_Task item_
Extract the first line through the line containing "Describe this screenshot" from the listing below, exactly as written.

_Data for this exercise_
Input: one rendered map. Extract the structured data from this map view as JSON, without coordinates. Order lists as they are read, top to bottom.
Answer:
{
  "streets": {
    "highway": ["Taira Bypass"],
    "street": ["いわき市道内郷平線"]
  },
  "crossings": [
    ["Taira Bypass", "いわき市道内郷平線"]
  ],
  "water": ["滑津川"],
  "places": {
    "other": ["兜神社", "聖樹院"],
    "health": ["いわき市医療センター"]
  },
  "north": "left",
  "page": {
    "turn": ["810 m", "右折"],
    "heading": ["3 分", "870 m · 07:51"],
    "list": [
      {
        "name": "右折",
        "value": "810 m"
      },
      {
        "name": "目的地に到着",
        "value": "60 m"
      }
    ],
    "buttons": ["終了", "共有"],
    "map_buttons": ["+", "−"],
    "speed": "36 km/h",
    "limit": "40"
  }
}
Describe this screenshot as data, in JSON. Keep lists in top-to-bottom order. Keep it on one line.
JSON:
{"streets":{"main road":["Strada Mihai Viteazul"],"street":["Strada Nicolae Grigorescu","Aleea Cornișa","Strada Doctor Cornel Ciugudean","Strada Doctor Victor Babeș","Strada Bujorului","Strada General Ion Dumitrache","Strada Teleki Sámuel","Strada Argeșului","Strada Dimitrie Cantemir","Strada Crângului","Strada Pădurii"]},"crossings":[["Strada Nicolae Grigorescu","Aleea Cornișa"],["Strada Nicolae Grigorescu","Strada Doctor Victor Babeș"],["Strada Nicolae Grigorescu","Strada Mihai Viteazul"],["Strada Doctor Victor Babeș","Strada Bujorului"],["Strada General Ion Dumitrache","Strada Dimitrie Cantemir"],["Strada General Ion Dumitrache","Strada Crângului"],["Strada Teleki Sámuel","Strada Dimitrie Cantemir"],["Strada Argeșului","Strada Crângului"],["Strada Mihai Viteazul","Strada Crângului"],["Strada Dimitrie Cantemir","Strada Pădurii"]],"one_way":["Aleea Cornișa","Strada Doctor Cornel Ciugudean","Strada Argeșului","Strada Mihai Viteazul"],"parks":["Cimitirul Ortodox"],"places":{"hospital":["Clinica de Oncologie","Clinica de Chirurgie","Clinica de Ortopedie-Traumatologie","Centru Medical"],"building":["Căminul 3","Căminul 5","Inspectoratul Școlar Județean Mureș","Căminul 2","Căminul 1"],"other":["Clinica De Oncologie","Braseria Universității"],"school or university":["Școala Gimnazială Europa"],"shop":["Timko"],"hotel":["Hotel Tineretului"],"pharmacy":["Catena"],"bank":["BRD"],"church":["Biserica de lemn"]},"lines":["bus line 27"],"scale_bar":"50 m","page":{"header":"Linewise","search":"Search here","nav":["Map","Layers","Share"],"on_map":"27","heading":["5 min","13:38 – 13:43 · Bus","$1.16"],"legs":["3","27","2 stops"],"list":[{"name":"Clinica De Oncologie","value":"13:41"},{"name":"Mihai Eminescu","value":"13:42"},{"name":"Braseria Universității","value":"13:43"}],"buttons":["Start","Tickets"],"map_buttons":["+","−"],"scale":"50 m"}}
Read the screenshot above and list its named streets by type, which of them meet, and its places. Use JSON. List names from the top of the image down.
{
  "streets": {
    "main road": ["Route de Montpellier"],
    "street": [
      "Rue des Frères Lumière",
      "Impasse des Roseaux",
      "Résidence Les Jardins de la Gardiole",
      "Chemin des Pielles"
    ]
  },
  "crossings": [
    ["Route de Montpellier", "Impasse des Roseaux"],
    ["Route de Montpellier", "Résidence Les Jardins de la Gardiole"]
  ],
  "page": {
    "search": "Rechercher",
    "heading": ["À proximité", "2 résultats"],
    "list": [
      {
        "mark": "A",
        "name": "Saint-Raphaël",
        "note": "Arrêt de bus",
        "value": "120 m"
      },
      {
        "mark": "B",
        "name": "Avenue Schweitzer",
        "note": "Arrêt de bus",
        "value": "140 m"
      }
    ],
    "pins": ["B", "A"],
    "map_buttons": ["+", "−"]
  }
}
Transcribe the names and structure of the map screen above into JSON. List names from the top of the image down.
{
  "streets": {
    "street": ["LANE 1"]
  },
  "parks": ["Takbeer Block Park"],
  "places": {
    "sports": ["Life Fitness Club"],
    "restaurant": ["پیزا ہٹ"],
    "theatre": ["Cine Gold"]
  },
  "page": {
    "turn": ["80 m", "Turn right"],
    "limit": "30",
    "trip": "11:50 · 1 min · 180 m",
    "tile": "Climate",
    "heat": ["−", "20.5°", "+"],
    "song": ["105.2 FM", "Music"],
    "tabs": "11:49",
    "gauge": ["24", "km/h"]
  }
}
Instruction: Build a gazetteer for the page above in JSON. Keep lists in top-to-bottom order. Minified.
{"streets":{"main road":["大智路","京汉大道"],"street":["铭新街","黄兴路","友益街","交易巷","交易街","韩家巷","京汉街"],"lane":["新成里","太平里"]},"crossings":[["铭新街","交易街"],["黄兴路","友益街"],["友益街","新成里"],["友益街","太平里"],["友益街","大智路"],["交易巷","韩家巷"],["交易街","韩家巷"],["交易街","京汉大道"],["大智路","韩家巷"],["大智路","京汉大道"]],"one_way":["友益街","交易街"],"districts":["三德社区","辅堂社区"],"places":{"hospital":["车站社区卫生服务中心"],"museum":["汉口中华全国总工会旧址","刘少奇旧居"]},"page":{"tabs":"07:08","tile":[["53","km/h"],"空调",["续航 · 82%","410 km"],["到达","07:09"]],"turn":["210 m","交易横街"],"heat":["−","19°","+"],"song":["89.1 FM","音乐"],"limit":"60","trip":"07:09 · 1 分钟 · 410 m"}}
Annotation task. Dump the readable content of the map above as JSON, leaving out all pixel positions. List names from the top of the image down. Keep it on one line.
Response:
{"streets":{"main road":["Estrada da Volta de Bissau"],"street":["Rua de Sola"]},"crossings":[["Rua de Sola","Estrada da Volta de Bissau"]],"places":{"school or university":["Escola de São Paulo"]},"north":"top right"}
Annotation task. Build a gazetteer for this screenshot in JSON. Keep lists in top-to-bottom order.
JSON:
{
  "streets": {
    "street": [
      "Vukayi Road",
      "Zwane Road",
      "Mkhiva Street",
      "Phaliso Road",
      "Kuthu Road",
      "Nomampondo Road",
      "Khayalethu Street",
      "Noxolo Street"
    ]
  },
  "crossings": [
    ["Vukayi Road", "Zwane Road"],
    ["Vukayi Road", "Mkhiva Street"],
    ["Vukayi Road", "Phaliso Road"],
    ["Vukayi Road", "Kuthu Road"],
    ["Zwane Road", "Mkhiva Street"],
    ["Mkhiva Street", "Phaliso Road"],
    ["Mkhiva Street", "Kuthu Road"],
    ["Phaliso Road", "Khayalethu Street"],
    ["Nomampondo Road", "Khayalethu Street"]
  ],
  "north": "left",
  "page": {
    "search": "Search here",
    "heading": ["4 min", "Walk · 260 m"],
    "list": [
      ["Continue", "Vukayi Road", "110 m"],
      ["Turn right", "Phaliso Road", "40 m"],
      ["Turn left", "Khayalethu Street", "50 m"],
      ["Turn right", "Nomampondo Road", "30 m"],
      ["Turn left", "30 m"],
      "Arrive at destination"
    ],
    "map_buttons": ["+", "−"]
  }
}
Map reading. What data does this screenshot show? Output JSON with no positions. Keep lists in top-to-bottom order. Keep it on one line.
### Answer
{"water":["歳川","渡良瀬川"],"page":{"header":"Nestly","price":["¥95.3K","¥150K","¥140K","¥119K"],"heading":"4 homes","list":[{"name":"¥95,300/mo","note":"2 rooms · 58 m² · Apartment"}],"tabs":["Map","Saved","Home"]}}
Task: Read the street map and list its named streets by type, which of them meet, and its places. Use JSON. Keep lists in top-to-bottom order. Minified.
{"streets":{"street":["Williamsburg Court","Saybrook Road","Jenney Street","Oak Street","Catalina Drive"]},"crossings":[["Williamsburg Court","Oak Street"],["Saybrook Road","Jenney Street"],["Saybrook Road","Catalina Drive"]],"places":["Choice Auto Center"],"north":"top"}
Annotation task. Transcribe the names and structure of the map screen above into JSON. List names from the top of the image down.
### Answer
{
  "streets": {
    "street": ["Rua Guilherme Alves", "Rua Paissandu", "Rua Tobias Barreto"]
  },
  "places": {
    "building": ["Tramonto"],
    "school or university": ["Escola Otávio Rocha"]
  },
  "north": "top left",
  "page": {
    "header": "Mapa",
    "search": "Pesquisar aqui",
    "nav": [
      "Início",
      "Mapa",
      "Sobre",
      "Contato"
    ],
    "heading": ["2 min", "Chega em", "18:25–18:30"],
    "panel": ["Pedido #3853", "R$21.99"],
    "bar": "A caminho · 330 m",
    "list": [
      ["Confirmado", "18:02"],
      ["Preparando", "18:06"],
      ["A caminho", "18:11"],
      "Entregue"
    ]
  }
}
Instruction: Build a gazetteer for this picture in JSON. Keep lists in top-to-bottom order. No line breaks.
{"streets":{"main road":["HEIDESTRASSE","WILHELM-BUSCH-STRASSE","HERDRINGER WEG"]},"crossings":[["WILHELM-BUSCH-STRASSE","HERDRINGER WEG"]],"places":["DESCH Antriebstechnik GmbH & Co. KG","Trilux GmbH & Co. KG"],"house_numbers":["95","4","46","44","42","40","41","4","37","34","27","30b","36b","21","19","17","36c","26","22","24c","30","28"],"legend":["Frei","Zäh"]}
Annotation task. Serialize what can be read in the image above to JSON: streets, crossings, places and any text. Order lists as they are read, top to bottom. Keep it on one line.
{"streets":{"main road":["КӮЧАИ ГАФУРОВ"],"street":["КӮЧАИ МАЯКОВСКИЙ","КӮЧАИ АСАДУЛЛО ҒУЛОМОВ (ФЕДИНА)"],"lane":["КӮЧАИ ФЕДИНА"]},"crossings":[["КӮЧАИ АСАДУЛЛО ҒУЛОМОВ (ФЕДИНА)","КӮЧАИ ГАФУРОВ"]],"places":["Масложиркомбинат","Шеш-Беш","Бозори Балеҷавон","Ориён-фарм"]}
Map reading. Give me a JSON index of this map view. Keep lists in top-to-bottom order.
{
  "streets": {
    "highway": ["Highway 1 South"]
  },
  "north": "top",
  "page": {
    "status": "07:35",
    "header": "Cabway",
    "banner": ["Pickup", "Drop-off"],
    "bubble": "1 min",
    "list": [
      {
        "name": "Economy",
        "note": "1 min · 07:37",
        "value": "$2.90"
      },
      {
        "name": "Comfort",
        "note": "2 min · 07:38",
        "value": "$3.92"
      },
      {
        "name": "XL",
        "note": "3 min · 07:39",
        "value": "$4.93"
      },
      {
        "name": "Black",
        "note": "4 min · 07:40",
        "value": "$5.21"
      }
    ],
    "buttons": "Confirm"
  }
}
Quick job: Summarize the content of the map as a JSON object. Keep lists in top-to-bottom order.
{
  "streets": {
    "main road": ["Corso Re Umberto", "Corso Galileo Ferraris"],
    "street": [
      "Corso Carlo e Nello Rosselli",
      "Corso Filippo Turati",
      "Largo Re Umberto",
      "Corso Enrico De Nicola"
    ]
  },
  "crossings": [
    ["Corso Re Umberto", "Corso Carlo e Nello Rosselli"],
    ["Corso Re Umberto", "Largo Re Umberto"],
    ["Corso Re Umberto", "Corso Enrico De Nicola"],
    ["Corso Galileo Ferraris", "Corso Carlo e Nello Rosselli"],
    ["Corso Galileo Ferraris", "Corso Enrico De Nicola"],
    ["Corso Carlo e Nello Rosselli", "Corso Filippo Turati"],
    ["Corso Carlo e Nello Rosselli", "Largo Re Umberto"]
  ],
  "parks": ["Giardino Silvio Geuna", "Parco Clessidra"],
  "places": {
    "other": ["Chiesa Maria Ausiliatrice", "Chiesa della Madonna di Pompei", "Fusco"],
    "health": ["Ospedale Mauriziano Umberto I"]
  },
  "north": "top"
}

_Response to the task_
Input: one rendered map. Extract the structured data from this map view as JSON, without coordinates. Order lists as they are read, top to bottom.
Answer:
{
  "streets": {
    "highway": ["Taira Bypass"],
    "street": ["いわき市道内郷平線"]
  },
  "crossings": [
    ["Taira Bypass", "いわき市道内郷平線"]
  ],
  "water": ["滑津川"],
  "places": {
    "other": ["兜神社", "聖樹院"],
    "health": ["いわき市医療センター"]
  },
  "north": "left",
  "page": {
    "turn": ["810 m", "右折"],
    "heading": ["3 分", "870 m · 07:51"],
    "list": [
      {
        "name": "右折",
        "value": "810 m"
      },
      {
        "name": "目的地に到着",
        "value": "60 m"
      }
    ],
    "buttons": ["終了", "共有"],
    "map_buttons": ["+", "−"],
    "speed": "36 km/h",
    "limit": "40"
  }
}
Describe this screenshot as data, in JSON. Keep lists in top-to-bottom order. Keep it on one line.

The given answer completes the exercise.